DOCUMENTÁRIO QUE RETRATA A QUESTÃO RACIAL NAS NOVELAS BRASILEIRAS É DESTAQUE NO CINE TVT

Diretor Joel Zito diz que após mais de duas décadas do lançamento do filme, muita coisa mudou, mas negros ainda são vistos como “minoria” na televisão

São Paulo – O Cine TVT deste sábado (12) exibe o documentário A Negação do Brasil, que analisa a representação do negro nas telenovelas brasileiras. Lançado em 2001, recebeu o prêmio de melhor filme do Festival de documentários “É Tudo Verdade” no mesmo ano. Dirigido por Joel Zito Araújo, a obra será exibida às 21h30 no canal 44.1 e no Youtube da TVT.

Partindo das suas próprias memórias, Joel Zito revirou os arquivos das televisões em busca das imagens mais significativas no conjunto das telenovelas que foram ao ar no período de 1963 a 1997. O que ele pôde identificar foi a presença marginal de atores, quase sempre relegados a papéis subalternos, como empregadas domésticas, porteiros, ou então representando escravos em dramas históricos.

O filme retrata, por exemplo, a primeira polêmica pública sobre a questão racial na televisão brasileira, quando Sérgio Cardoso, um ator branco, um dos maiores galãs da época, foi escolhido para protagonizar a novela A Cabana do Pai Tomás, produzida pela TV Globo, que foi ao ar em julho de 1969. Adaptação do livro da escritora Harriet Beecher Stowe, retrata o drama da escravidão durante a Guerra Civil nos Estados Unidos (1861 a 1865). Para encarnar o velho escravo Tomas, Cardoso tinha o rosto e o corpo coberto com carvão de cortiça, assim como outros atores que também usavam a prática conhecida como black face.

Preconceito em cena

Além das imagens de arquivo, o filme combina depoimentos de atores negros que se ergueram na luta contra o racismo e pelo fim dos estereótipos nas novelas. Nesse sentido, a atriz Zezé Motta conta que sua vizinha, quando soube que ela fazia curso de Artes Dramáticas na escola O Tablado – renomada referência de teatro no Rio de Janeiro, disparou: “não sabia que para fazer papel de empregada precisava fazer curso”.

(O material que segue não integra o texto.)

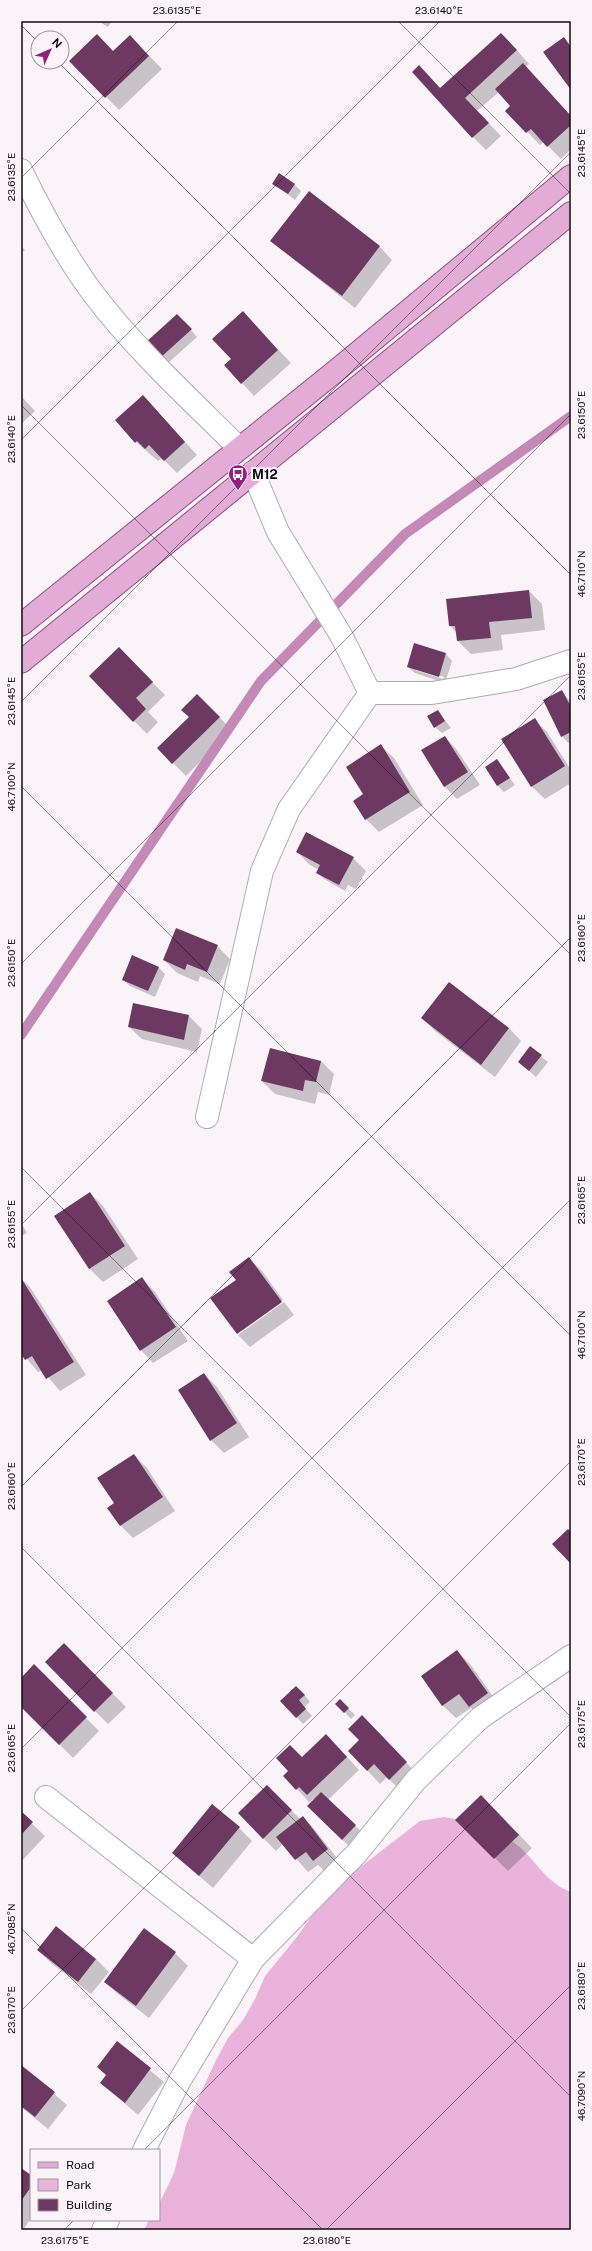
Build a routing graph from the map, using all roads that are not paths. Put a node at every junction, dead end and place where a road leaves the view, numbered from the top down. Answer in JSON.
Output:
{"nodes":[{"id":1,"x":21,"y":170,"type":"edge"},
{"id":2,"x":571,"y":176,"type":"edge"},
{"id":3,"x":571,"y":213,"type":"edge"},
{"id":4,"x":239,"y":448,"type":"junction"},
{"id":5,"x":253,"y":472,"type":"junction"},
{"id":6,"x":21,"y":625,"type":"edge"},
{"id":7,"x":571,"y":661,"type":"edge"},
{"id":8,"x":21,"y":662,"type":"edge"},
{"id":9,"x":370,"y":693,"type":"junction"},
{"id":10,"x":207,"y":1117,"type":"dead end"},
{"id":11,"x":571,"y":1656,"type":"edge"},
{"id":12,"x":46,"y":1798,"type":"dead end"},
{"id":13,"x":253,"y":1959,"type":"junction"},
{"id":14,"x":145,"y":2149,"type":"edge"},
{"id":15,"x":108,"y":2221,"type":"edge"},
{"id":16,"x":103,"y":2230,"type":"edge"}],
"edges":[{"from":1,"to":4,"type":"street"},
{"from":2,"to":4,"type":"main road"},
{"from":3,"to":5,"type":"main road"},
{"from":4,"to":6,"type":"main road"},
{"from":5,"to":8,"type":"main road"},
{"from":5,"to":9,"type":"street"},
{"from":7,"to":9,"type":"street"},
{"from":9,"to":10,"type":"street"},
{"from":11,"to":13,"type":"street"},
{"from":12,"to":13,"type":"street"},
{"from":13,"to":14,"type":"street"},
{"from":15,"to":16,"type":"street"}]}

Do mesmo modo, Cléa Simões relata que o racismo era tão arraigado, e os estereótipos atribuídos a atores negros tão forte, que colegas de cena chegavam a “confundir”, tratando-a como empregada. “Eu tinha que parar e acertar: ‘Olha, eu sou atriz, e não sou sua empregada, não’.

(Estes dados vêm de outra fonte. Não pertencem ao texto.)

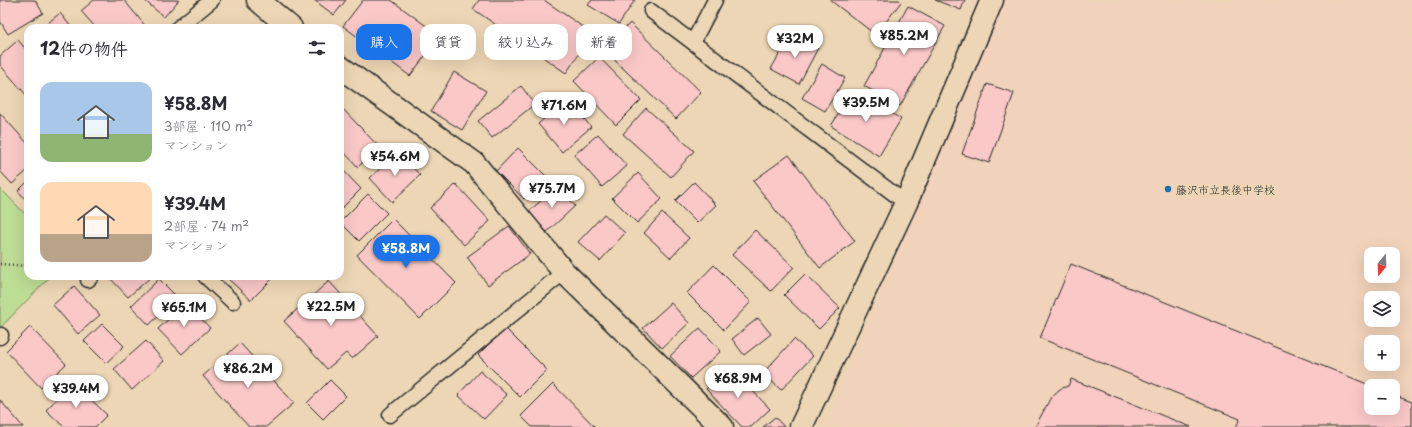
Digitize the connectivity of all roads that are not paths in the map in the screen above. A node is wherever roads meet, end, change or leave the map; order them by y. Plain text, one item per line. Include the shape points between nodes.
1 (212, 0) edge
2 (258, 0) edge
3 (715, 0) edge
4 (992, 0) edge
5 (651, 11) dead end
6 (183, 24) edge
7 (286, 24) edge
8 (693, 42) junction
9 (344, 70) edge
10 (906, 202) junction
11 (564, 272) junction
12 (209, 280) edge
13 (233, 302) dead end
14 (390, 415) dead end
15 (722, 427) edge
16 (801, 427) edge

1 - 6 lane
2 - 7 street
3 - 8 lane
4 - 10 street
5 - 8 lane
8 - 10 lane
9 - 11 street via 474,163
10 - 16 street
11 - 14 lane
11 - 15 street
12 - 13 lane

“Houve um tempo em que eu dizia pra mim: ‘tenho que fazer um personagem de gravata que seja bem-educado, fale bom português e seja bem relacionado. Fui a Janete Clair e pedi a ela”, conta Milton Gonçalves no documentário.

Novos tempos?

“Muita coisa mudou desde 2001, mas infelizmente não foi tanto assim”, afirma Joel Zito. Como “esquenta” da sessão do filme, ele participou do Podcast do Conde, também transmitido pela TVT. “O que não mudou é o seguinte: o negro continua na televisão brasileira, nas telenovelas, ainda sendo o outro, ainda sendo uma minoria. Todas as pesquisas oficiais do Brasil atestam que os negros retintos e os negros mestiços, os chamados pardos – assim como eu – constituem 56% da população brasileira. Isso aqueles que se assumem enquanto tal. Todos sabem que ainda tem uma faixa da população brasileira que não assume a sua negritude. Então, portanto, a minoria brasileira é a minoria branca”, afirmou o diretor.

Para ele, existe uma visão distorcida de parcela da sociedade, conscientemente racista ou não, que considera que o ideal é que a televisão brasileira retrate a população como branca. “São pessoas que não saem das suas bolhas sociais, que não percebem que as periferias das cidades, que as pessoas que trabalham nas cozinhas das suas casas e fazem o trabalho pesado da sociedade são pessoas negras. São pessoas que acham que o mundo brasileiro é um mundo branco, como é o mundo da classe média, como é o mundo dos ricos no Brasil. Esse sim, efetivamente, ainda é um mundo muito branco”.

Por outro lado, ele classifica a política de cotas para negros nas universidades brasileiras, nas últimas duas décadas, como uma “grande conquista“, que provocou um “cataclisma” na sociedade brasileira. Assim, um contingente cada vez maior de pessoas negras saem das universidades e conseguem ascender à classe média. Como não poderia deixar de ser, tal mudança impactou também na representação dos negros na TV, que conquistaram protagonismo nas novelas e já não são mais retratados apenas em funções subalternas.